An example would be:
(1st list)
John (Johnny) B. "Abe" Smith, Jr.
turned into:
Smith Jr,John (Johnny) B "Abe"
or
Smith Jr,John B
and
(2nd list)
Smith Jr,John Bertrand
turned into:
Smith Jr,John B
Then run a comparison between the two columns.
What would be a good starting or continuing point for this list comparison?
Apr 10, 2012 addendum:
As a side note, I will need to eliminate the quotes from the nicknames and the parentheses from the preferred names. Can I just break the grouped references down further into sub groups (in the below examples)?
(?: ([ ] \( [^)]* \)))? # (2) parenthetical 'preferred' name (optional)
(?: ([ ] (["'] ) .*?) \6 )? # (5,6) quoted nickname or initial (optional)
Can I group them like this:
(?:(([ ])(\()([^)]*)(\))))? # (2) parenthetical 'preferred' name (optional)
not sure how to do this one - # (5,6) quoted nickname or initial (optional)
I tried them in 'Regex Coach' and 'RegExr', and they worked fine, but in VBA, when I wanted the backreferences returned as in \11,\5 all that was returned was First Name, the numeral one, and a comma (e.g. "Carl1,"). I'm going back to check for any typos. Thanks for any help.
Apr 17, 2012 addendum:
There was one name 'situation' I overlooked, and that is last names consisting of 2 or more words, e.g. 'St Cyr' or 'Von Wilhelm'.
Would the following addition
`((St|Von)[ ])?
work in this Regex, which you offered?
`((St|Von)[ ])?([^\,()"']+)
My tests in Regex Coach and RegExr haven't quite worked, in that the replacement returns 'St' with a space preceding.
Redo -
This is different approach. It might work in your VBA, and is just an example.
I tested this in Perl and it worked great. But, I won't show the perl code,
just regex's and some explanations.
This is a two step process.
. - Globally search for \. , replace with nothing '' \s+ , replace with a single space [ ] (Note that if it can't be normalized, I don't see much chance for sucess no matter what is tried)

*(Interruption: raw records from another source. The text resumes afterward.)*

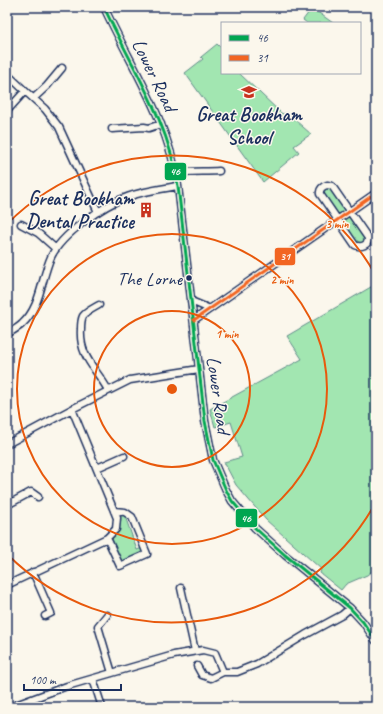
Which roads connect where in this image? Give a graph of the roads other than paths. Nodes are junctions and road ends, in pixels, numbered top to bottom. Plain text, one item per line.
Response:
1 (104, 7) edge
2 (62, 68) dead end
3 (7, 74) edge
4 (25, 91) junction
5 (34, 98) junction
6 (7, 111) edge
7 (161, 124) junction
8 (112, 129) dead end
9 (219, 171) dead end
10 (176, 173) junction
11 (178, 186) junction
12 (376, 193) edge
13 (350, 211) junction
14 (98, 212) junction
15 (338, 220) junction
16 (21, 224) dead end
17 (56, 249) junction
18 (191, 301) junction
19 (99, 306) dead end
20 (210, 309) junction
21 (194, 320) junction
22 (7, 334) edge
23 (199, 369) junction
24 (108, 390) junction
25 (72, 409) junction
26 (7, 444) edge
27 (124, 456) dead end
28 (96, 468) junction
29 (38, 498) dead end
30 (7, 505) edge
31 (114, 511) junction
32 (107, 538) junction
33 (33, 572) junction
34 (7, 585) edge
35 (181, 588) dead end
36 (350, 608) junction
37 (45, 616) dead end
38 (107, 616) dead end
39 (376, 641) edge
40 (195, 651) junction
41 (197, 666) dead end
42 (223, 672) junction
43 (112, 673) junction
44 (93, 679) junction
45 (10, 707) edge
46 (102, 707) edge

1 - 7 street, Lower Road
2 - 5 street
3 - 4 street
4 - 5 street
4 - 6 street
5 - 14 street
7 - 8 street
7 - 10 street, Lower Road
9 - 10 street
10 - 11 street, Lower Road
11 - 14 street
11 - 18 street, Lower Road
12 - 13 street
13 - 15 street
13 - 15 street
13 - 15 street
14 - 17 street
15 - 20 street
16 - 17 street
17 - 22 street
18 - 20 street
18 - 21 street, Lower Road
19 - 24 street
20 - 21 street
21 - 23 street, Lower Road
23 - 24 street
23 - 36 street, Lower Road
24 - 25 street
25 - 26 street
25 - 28 street
27 - 28 street
28 - 31 street
29 - 30 street
31 - 32 street
31 - 32 street
32 - 33 street
33 - 34 street
33 - 37 street
35 - 40 street
36 - 39 street, Lower Road
36 - 42 street
38 - 43 street
40 - 42 street
40 - 43 street
41 - 42 street
43 - 44 street
44 - 45 street
44 - 46 street

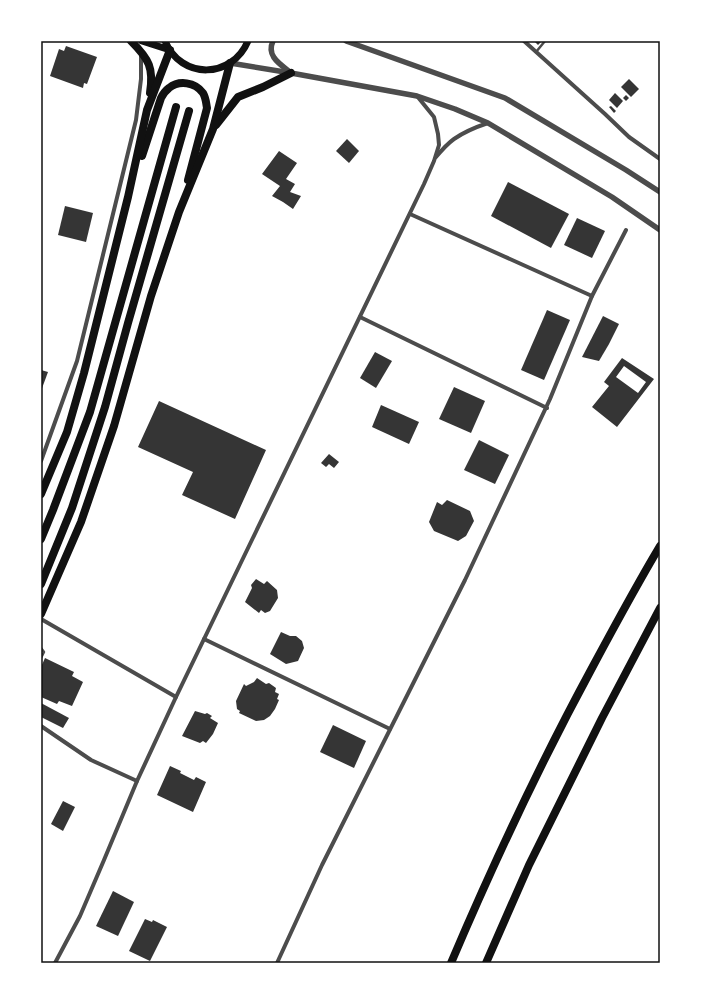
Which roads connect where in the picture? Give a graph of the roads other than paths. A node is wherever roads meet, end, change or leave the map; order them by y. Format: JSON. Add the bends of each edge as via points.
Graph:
{"nodes":[{"id":1,"x":131,"y":41,"type":"edge"},
{"id":2,"x":142,"y":41,"type":"edge"},
{"id":3,"x":165,"y":41,"type":"edge"},
{"id":4,"x":248,"y":41,"type":"edge"},
{"id":5,"x":273,"y":41,"type":"edge"},
{"id":6,"x":346,"y":41,"type":"edge"},
{"id":7,"x":524,"y":41,"type":"edge"},
{"id":8,"x":545,"y":41,"type":"edge"},
{"id":9,"x":141,"y":50,"type":"junction"},
{"id":10,"x":170,"y":50,"type":"junction"},
{"id":11,"x":536,"y":52,"type":"junction"},
{"id":12,"x":230,"y":63,"type":"junction"},
{"id":13,"x":292,"y":73,"type":"junction"},
{"id":14,"x":417,"y":96,"type":"junction"},
{"id":15,"x":176,"y":107,"type":"dead end"},
{"id":16,"x":147,"y":110,"type":"junction"},
{"id":17,"x":189,"y":111,"type":"dead end"},
{"id":18,"x":488,"y":123,"type":"junction"},
{"id":19,"x":213,"y":129,"type":"junction"},
{"id":20,"x":660,"y":159,"type":"edge"},
{"id":21,"x":434,"y":161,"type":"junction"},
{"id":22,"x":660,"y":192,"type":"edge"},
{"id":23,"x":128,"y":197,"type":"junction"},
{"id":24,"x":179,"y":212,"type":"junction"},
{"id":25,"x":410,"y":214,"type":"junction"},
{"id":26,"x":626,"y":230,"type":"dead end"},
{"id":27,"x":660,"y":230,"type":"edge"},
{"id":28,"x":592,"y":296,"type":"junction"},
{"id":29,"x":360,"y":317,"type":"junction"},
{"id":30,"x":547,"y":408,"type":"junction"},
{"id":31,"x":41,"y":461,"type":"edge"},
{"id":32,"x":41,"y":494,"type":"edge"},
{"id":33,"x":41,"y":538,"type":"edge"},
{"id":34,"x":660,"y":546,"type":"edge"},
{"id":35,"x":41,"y":584,"type":"edge"},
{"id":36,"x":660,"y":608,"type":"edge"},
{"id":37,"x":41,"y":614,"type":"edge"},
{"id":38,"x":41,"y":619,"type":"edge"},
{"id":39,"x":204,"y":639,"type":"junction"},
{"id":40,"x":41,"y":648,"type":"edge"},
{"id":41,"x":41,"y":658,"type":"edge"},
{"id":42,"x":176,"y":697,"type":"junction"},
{"id":43,"x":41,"y":726,"type":"edge"},
{"id":44,"x":390,"y":730,"type":"junction"},
{"id":45,"x":136,"y":781,"type":"junction"},
{"id":46,"x":55,"y":963,"type":"edge"},
{"id":47,"x":277,"y":963,"type":"edge"},
{"id":48,"x":451,"y":963,"type":"edge"},
{"id":49,"x":486,"y":963,"type":"edge"}],
"edges":[{"from":1,"to":9,"type":"highway"},
{"from":2,"to":10,"type":"main road"},
{"from":3,"to":10,"type":"main road"},
{"from":4,"to":12,"type":"main road","via":[[238,57]]},
{"from":5,"to":13,"type":"street","via":[[273,58]]},
{"from":6,"to":22,"type":"street","via":[[506,98]]},
{"from":7,"to":11,"type":"street"},
{"from":8,"to":11,"type":"lane"},
{"from":9,"to":16,"type":"highway","via":[[151,74]]},
{"from":9,"to":31,"type":"street","via":[[142,79],[136,120],[77,361]]},
{"from":10,"to":12,"type":"main road","via":[[181,62],[203,70],[222,68]]},
{"from":10,"to":16,"type":"highway"},
{"from":11,"to":20,"type":"street","via":[[629,137]]},
{"from":12,"to":13,"type":"street"},
{"from":12,"to":19,"type":"highway"},
{"from":13,"to":14,"type":"street"},
{"from":13,"to":19,"type":"highway","via":[[238,97]]},
{"from":14,"to":18,"type":"street"},
{"from":14,"to":21,"type":"street","via":[[434,117],[439,145]]},
{"from":15,"to":33,"type":"highway","via":[[90,412]]},
{"from":16,"to":23,"type":"highway"},
{"from":17,"to":35,"type":"highway","via":[[105,407],[72,508]]},
{"from":18,"to":21,"type":"street","via":[[453,139]]},
{"from":18,"to":27,"type":"street","via":[[612,197]]},
{"from":19,"to":24,"type":"highway"},
{"from":21,"to":25,"type":"street"},
{"from":23,"to":24,"type":"highway","via":[[164,92],[176,84],[190,84],[203,93],[207,108]]},
{"from":23,"to":32,"type":"highway","via":[[67,432]]},
{"from":24,"to":37,"type":"highway","via":[[150,296],[114,426],[81,522]]},
{"from":25,"to":28,"type":"street"},
{"from":25,"to":29,"type":"street"},
{"from":26,"to":28,"type":"street"},
{"from":28,"to":30,"type":"street"},
{"from":29,"to":30,"type":"street"},
{"from":29,"to":39,"type":"street"},
{"from":30,"to":44,"type":"street"},
{"from":34,"to":48,"type":"highway","via":[[606,640],[540,769]]},
{"from":36,"to":49,"type":"highway","via":[[529,864]]},
{"from":38,"to":42,"type":"street"},
{"from":39,"to":42,"type":"street"},
{"from":39,"to":44,"type":"street"},
{"from":40,"to":41,"type":"lane","via":[[44,652]]},
{"from":42,"to":45,"type":"street"},
{"from":43,"to":45,"type":"street","via":[[91,760]]},
{"from":44,"to":47,"type":"street","via":[[322,865]]},
{"from":45,"to":46,"type":"street","via":[[80,916]]}]}
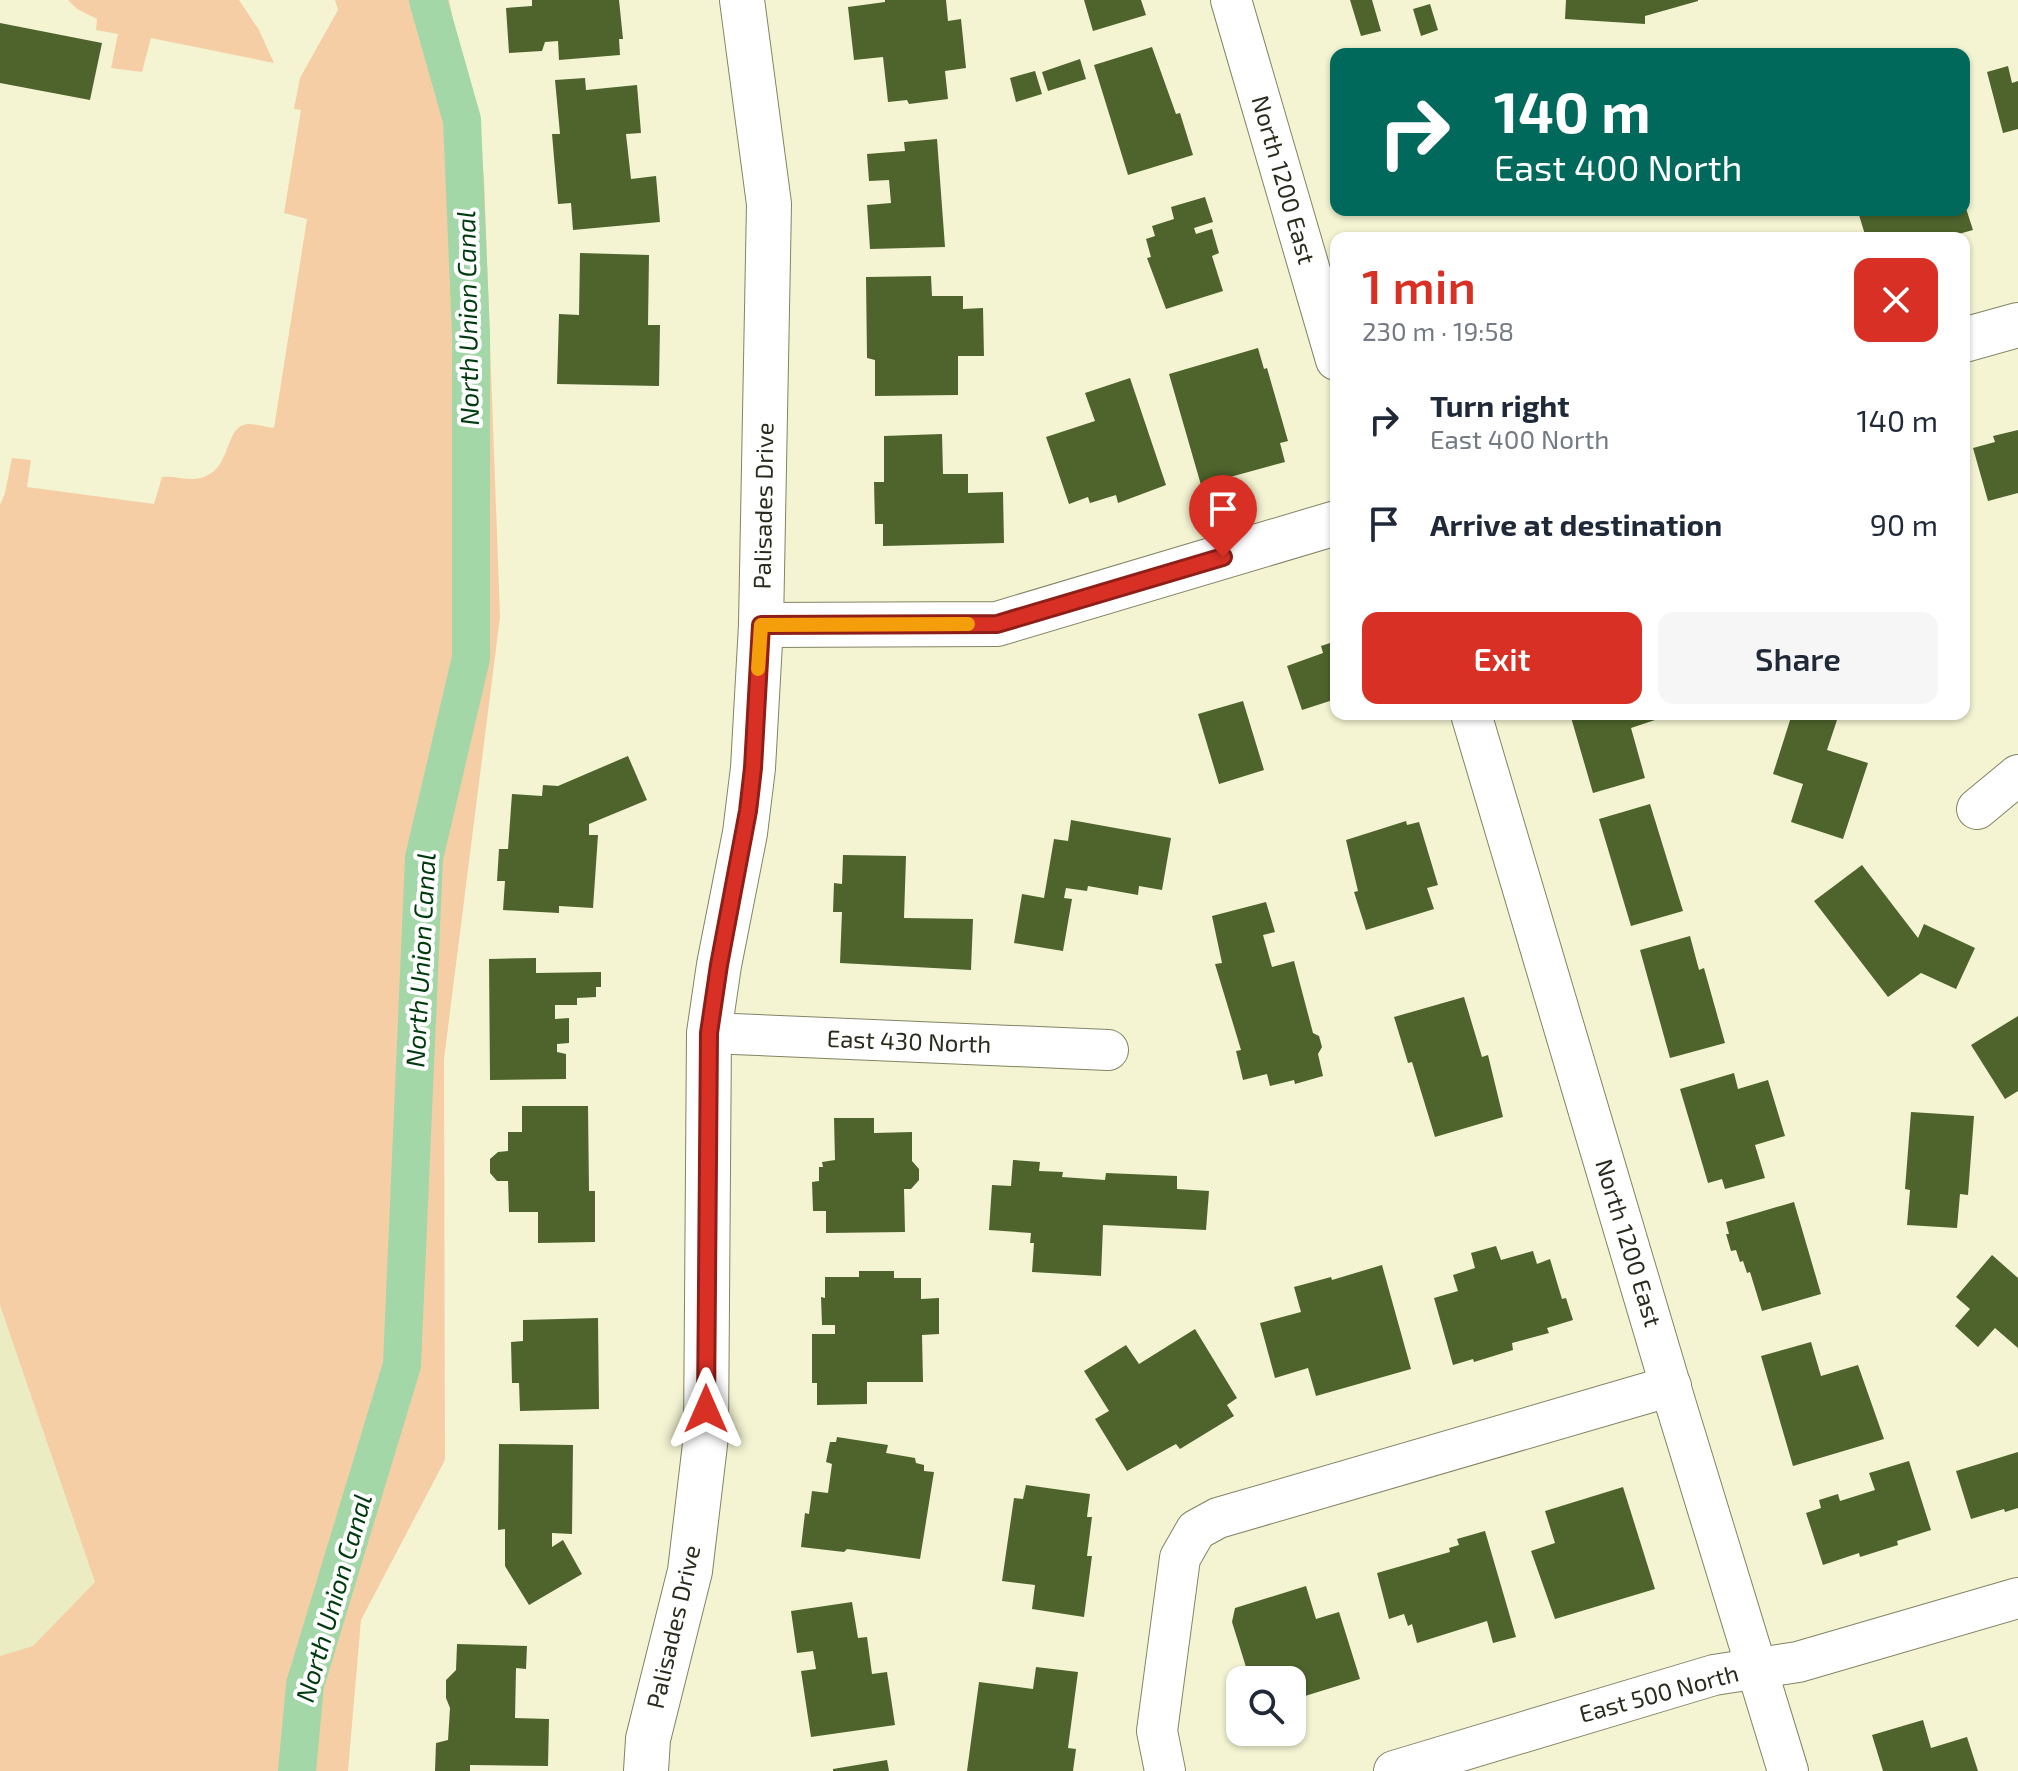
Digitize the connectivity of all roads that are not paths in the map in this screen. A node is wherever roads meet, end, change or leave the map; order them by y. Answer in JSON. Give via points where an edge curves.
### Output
{"nodes":[{"id":1,"x":742,"y":0,"type":"edge"},
{"id":2,"x":1231,"y":0,"type":"edge"},
{"id":3,"x":2018,"y":325,"type":"edge"},
{"id":4,"x":1970,"y":338,"type":"edge"},
{"id":5,"x":1330,"y":339,"type":"edge"},
{"id":6,"x":1330,"y":525,"type":"edge"},
{"id":7,"x":761,"y":625,"type":"junction"},
{"id":8,"x":1473,"y":720,"type":"edge"},
{"id":9,"x":2018,"y":775,"type":"edge"},
{"id":10,"x":1977,"y":809,"type":"dead end"},
{"id":11,"x":709,"y":1033,"type":"junction"},
{"id":12,"x":1108,"y":1050,"type":"dead end"},
{"id":13,"x":1671,"y":1386,"type":"junction"},
{"id":14,"x":2018,"y":1598,"type":"edge"},
{"id":15,"x":1757,"y":1668,"type":"junction"},
{"id":16,"x":1450,"y":1763,"type":"edge"},
{"id":17,"x":646,"y":1771,"type":"edge"},
{"id":18,"x":1165,"y":1771,"type":"edge"},
{"id":19,"x":1394,"y":1771,"type":"edge"},
{"id":20,"x":1788,"y":1771,"type":"edge"}],
"edges":[{"from":1,"to":7,"type":"street","name":"Palisades Drive","via":[[769,204]]},
{"from":2,"to":5,"type":"street","name":"North 1200 East"},
{"from":3,"to":4,"type":"street"},
{"from":6,"to":7,"type":"street","via":[[997,624]]},
{"from":7,"to":11,"type":"street","name":"Palisades Drive","via":[[745,833]]},
{"from":8,"to":13,"type":"street","name":"North 1200 East"},
{"from":9,"to":10,"type":"street"},
{"from":11,"to":12,"type":"street","name":"East 430 North"},
{"from":11,"to":17,"type":"street","name":"Palisades Drive","via":[[706,1436],[690,1571],[648,1739]]},
{"from":13,"to":15,"type":"street","name":"North 1200 East"},
{"from":13,"to":18,"type":"street","via":[[1218,1518],[1196,1530],[1180,1558],[1165,1653],[1157,1731]]},
{"from":14,"to":15,"type":"street","name":"East 500 North","via":[[1812,1658]]},
{"from":15,"to":16,"type":"street","name":"East 500 North","via":[[1714,1675]]},
{"from":15,"to":20,"type":"street","name":"North 1200 East"},
{"from":16,"to":19,"type":"street","name":"East 500 North"}]}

After normalizing a column value (do for both columns), run it through these regex's.
Column 1 regex
^
[ ]?
([^\ ,()"']+) # (1) first name or initial (required)
(?: ([ ] \( [^)]* \)) )? # (2) parenthetical 'preferred' name (optional)
(?:
([ ] [^\ ,()"'] ) # (3,4) middle initial OR name (optional)
([^\ ,()"']*) # name and initial are both captured
)?
(?: ([ ] (["'] ) .*?) \6 )? # (5,6) quoted nickname or initial (optional)
[ ] ([^\ ,()"']+) # (7) last name (required)
(?:
[, ]* ([ ].+?) [ ]? # (8) suffix (optional)
| .*?
)?
$
The replacement depends on what you want.
Three types are defined (replace $ with \ as needed):
$7$8,$1$2$3$4$5$6$7$8,$1$2$3$5$6$7$8,$1$3Example conversion:
Input (raw) = 'John (Johnny) Bertrand "Abe" Smith, Jr. '
Out type 1 full middle = 'Smith Jr,John (Johnny) Bertrand "Abe"'
Out type 1 middle initial = 'Smith Jr,John (Johnny) B "Abe"'
Out type 2 middle initial = 'Smith Jr,John B'
Column 2 regex
^
[ ]?
([^\ ,()"']+) # (1) last name (required)
(?: ([ ] [^\ ,()"']+) )? # (2) suffix (optional)
,
([^\ ,()"']+) # (3) first name or initial (required)
(?:
([ ] [^\ ,()"']) # (4,5) middle initial OR name (optional)
([^\ ,()"']*)
)?
.*
$
The replacement depends on what you want.
Two types are defined (replace $ with \ as needed):
$1$2,$3$4$5$1$2,$3$4Example conversion:
Input = 'Smith Jr.,John Bertrand '
Out type 1 full middle = 'Smith Jr,John Bertrand'
Out type 1 middle initial = 'Smith Jr,John B'
VBA Replacement Help
This works on a very old copy of Excel, creating a VBA project.
These are two modules created to show an example.
They both do the same thing.
The first is a verbose example of all the replacement types possible.
The second is a trimmed down version using just a type-2 comparison.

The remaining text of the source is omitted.